Joint position lists:
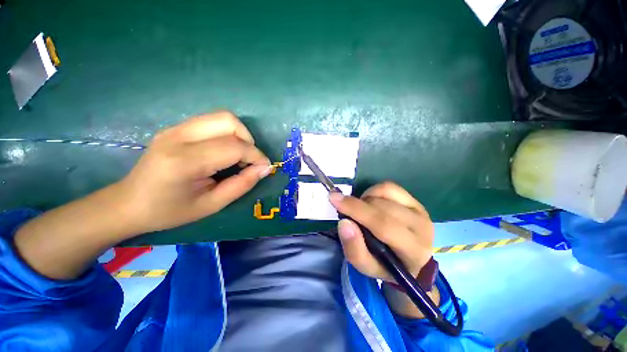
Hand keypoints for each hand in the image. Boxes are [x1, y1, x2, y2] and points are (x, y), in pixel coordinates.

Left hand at [116, 111, 270, 234]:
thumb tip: (264, 168)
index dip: (256, 156)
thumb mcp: (212, 205)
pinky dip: (227, 134)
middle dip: (248, 140)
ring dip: (239, 135)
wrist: (129, 203)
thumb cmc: (170, 211)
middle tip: (249, 160)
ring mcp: (175, 129)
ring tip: (239, 156)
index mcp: (185, 161)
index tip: (265, 168)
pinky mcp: (176, 128)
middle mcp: (179, 137)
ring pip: (222, 117)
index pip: (234, 147)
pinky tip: (224, 152)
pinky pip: (212, 122)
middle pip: (229, 121)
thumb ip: (242, 184)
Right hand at [329, 182, 433, 282]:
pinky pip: (389, 187)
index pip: (384, 225)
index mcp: (413, 251)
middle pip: (383, 207)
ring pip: (385, 193)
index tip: (334, 198)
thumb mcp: (366, 267)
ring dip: (365, 200)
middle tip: (346, 211)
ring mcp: (420, 211)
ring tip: (362, 212)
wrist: (410, 261)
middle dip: (357, 206)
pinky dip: (373, 191)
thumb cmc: (385, 265)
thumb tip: (344, 222)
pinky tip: (371, 203)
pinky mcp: (415, 201)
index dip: (356, 210)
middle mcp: (422, 227)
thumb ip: (354, 248)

*Goal of the exercise*:
Return the records above exactly as written, but without any of the pictures.

*Completed task*:
Hand keypoints for each hand in the image. Boxes are [x1, y1, x2, y2] and points are (x, y), in pixel coordinates.

Left hand at [116, 111, 270, 234]:
thumb tip: (264, 168)
index dip: (256, 156)
thumb mcp: (212, 205)
pinky dip: (227, 134)
middle dip: (248, 140)
ring dip: (239, 135)
wrist: (129, 203)
thumb cmc: (170, 211)
middle tip: (249, 160)
ring mcp: (175, 129)
ring tip: (239, 156)
index mcp: (185, 161)
index tip: (265, 168)
pinky mcp: (176, 128)
middle mcp: (179, 137)
ring pip: (222, 117)
index pip: (234, 147)
pinky tip: (224, 152)
pinky pip: (212, 122)
middle pip: (229, 121)
thumb ip: (242, 184)
Right hand at [329, 182, 433, 282]:
pinky pip: (389, 187)
index pip: (384, 225)
index mcp: (413, 251)
middle pip: (383, 207)
ring pip: (385, 193)
index tip: (334, 198)
thumb mcp: (366, 267)
ring dip: (365, 200)
middle tip: (346, 211)
ring mcp: (420, 211)
ring tip: (362, 212)
wrist: (410, 261)
middle dip: (357, 206)
pinky dip: (373, 191)
thumb cmc: (385, 265)
thumb tip: (344, 222)
pinky tip: (371, 203)
pinky mcp: (415, 201)
index dip: (356, 210)
middle mcp: (422, 227)
thumb ip: (354, 248)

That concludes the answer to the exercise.